- _Task prompt_: Count how many lines in the entries below hold the string "page", and respond with that number only.

Dataset items:
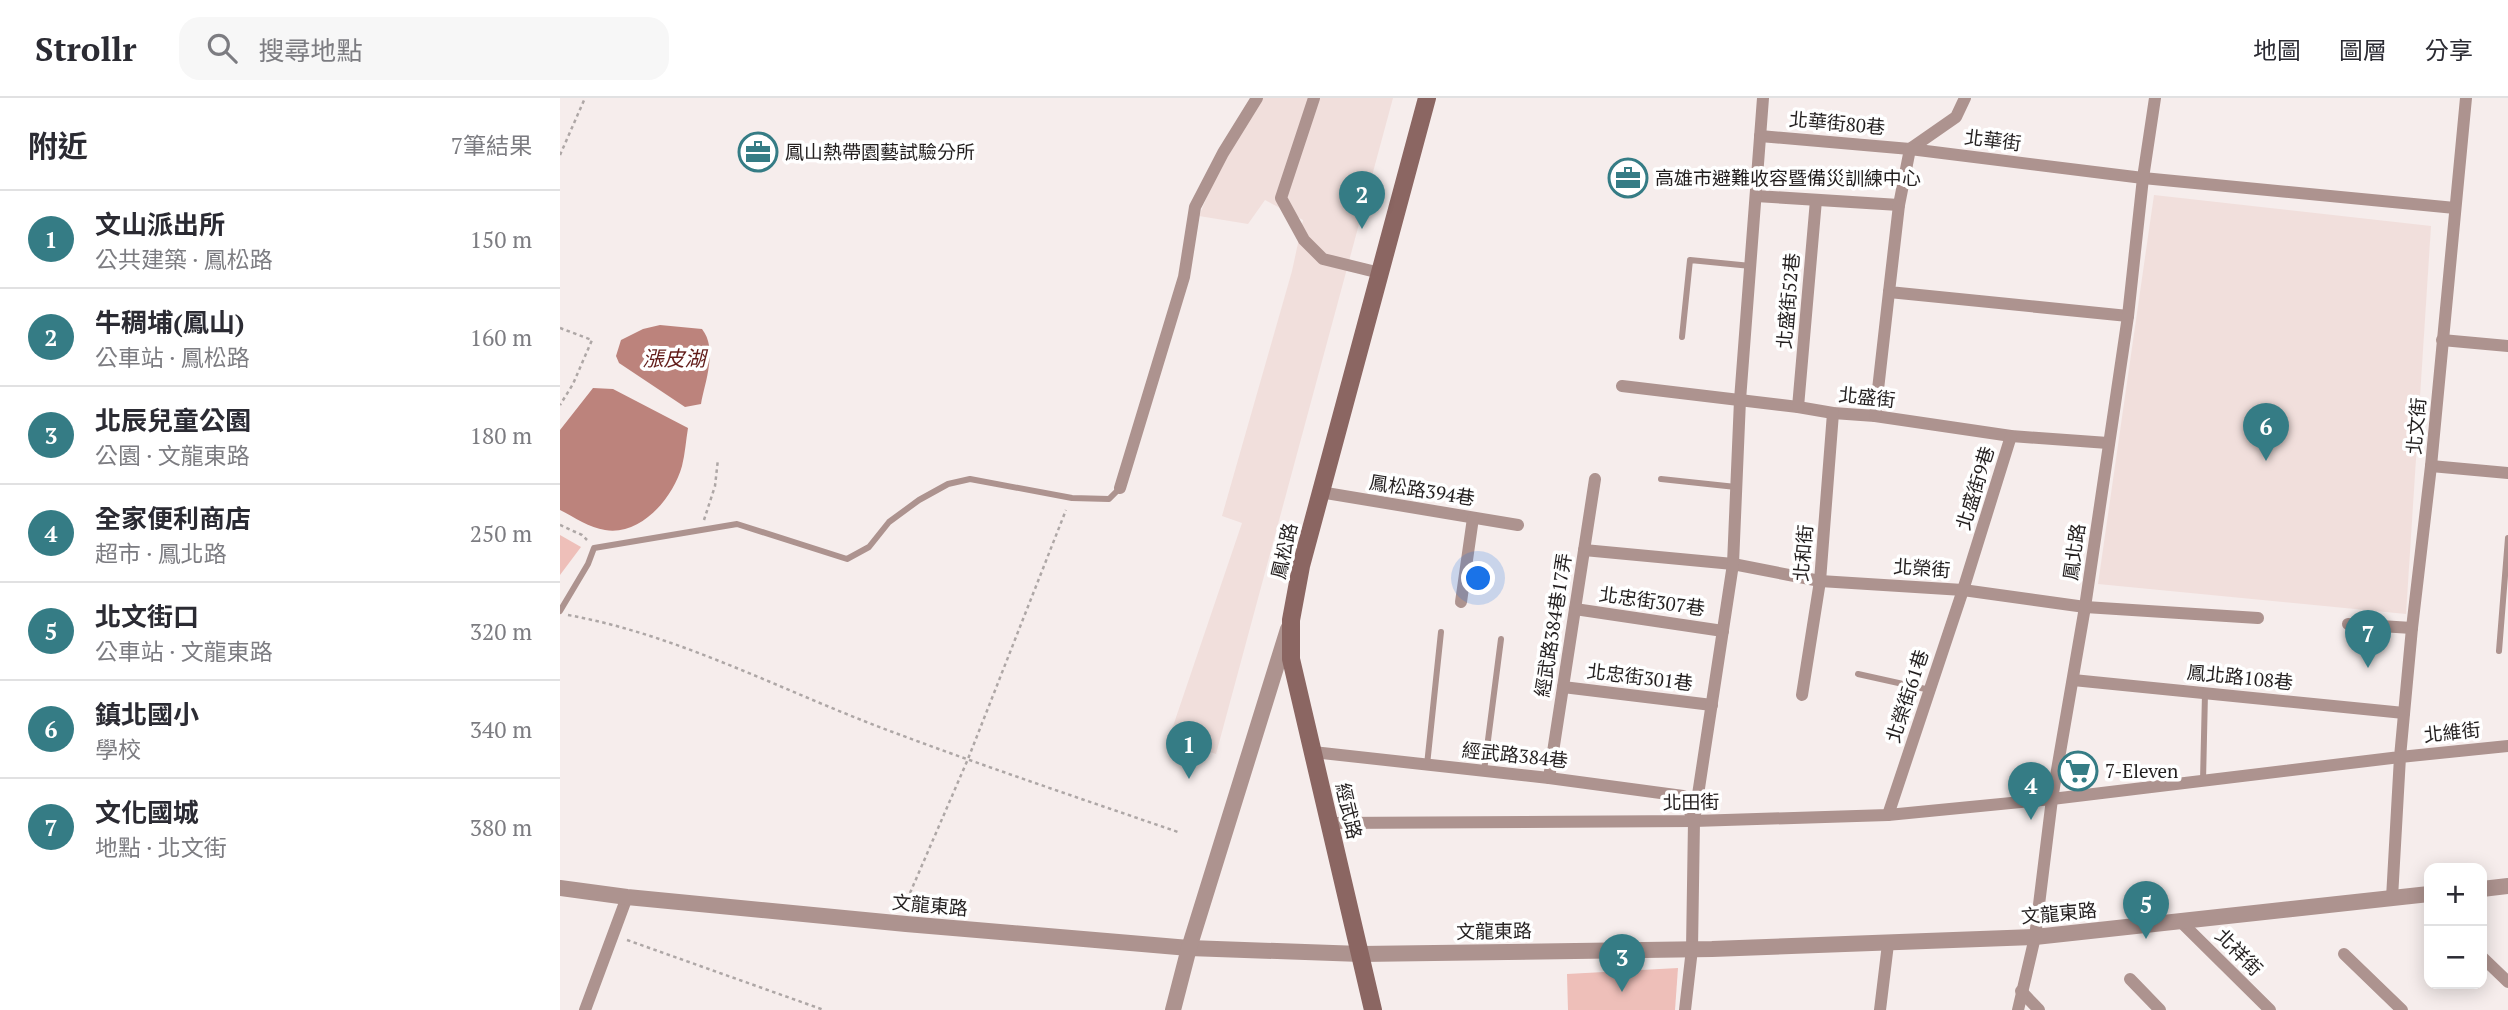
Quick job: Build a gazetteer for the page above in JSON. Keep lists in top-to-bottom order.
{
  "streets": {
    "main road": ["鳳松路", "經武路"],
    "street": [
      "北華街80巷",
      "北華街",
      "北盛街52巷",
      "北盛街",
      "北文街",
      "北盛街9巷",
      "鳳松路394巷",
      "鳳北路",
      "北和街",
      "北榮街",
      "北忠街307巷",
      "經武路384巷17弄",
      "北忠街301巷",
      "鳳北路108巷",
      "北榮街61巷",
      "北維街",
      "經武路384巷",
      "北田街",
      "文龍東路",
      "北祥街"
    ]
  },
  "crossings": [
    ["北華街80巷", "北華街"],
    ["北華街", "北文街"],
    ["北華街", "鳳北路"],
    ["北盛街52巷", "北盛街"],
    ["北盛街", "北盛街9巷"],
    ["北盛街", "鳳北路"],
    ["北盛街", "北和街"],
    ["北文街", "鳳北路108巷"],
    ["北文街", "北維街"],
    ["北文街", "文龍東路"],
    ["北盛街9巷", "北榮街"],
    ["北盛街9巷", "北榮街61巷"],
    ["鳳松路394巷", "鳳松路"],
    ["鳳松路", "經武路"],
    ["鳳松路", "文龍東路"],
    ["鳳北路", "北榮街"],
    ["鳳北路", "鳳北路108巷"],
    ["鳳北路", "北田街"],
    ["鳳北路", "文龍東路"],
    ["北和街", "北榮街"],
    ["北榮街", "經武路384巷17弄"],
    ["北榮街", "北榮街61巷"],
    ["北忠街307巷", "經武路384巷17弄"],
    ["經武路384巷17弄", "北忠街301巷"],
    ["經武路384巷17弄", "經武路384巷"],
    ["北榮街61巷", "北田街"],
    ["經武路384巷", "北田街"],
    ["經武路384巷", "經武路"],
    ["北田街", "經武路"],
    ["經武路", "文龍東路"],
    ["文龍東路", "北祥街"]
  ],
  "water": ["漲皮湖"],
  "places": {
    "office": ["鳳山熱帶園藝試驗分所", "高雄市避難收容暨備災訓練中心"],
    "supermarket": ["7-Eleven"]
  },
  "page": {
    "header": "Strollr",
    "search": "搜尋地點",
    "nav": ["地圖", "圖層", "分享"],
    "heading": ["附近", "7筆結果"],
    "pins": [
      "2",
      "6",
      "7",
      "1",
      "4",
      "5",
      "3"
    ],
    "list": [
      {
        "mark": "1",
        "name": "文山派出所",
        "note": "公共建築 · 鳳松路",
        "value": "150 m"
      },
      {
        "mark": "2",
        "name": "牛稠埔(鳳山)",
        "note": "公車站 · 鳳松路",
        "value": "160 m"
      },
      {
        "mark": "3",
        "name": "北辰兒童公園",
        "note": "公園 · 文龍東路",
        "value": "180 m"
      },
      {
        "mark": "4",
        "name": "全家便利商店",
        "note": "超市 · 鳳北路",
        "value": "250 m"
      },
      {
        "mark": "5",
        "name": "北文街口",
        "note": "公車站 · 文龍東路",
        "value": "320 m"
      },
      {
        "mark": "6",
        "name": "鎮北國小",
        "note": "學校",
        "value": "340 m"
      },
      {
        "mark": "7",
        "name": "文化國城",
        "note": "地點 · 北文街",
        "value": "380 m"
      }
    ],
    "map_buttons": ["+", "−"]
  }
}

- _Exercise result_: 2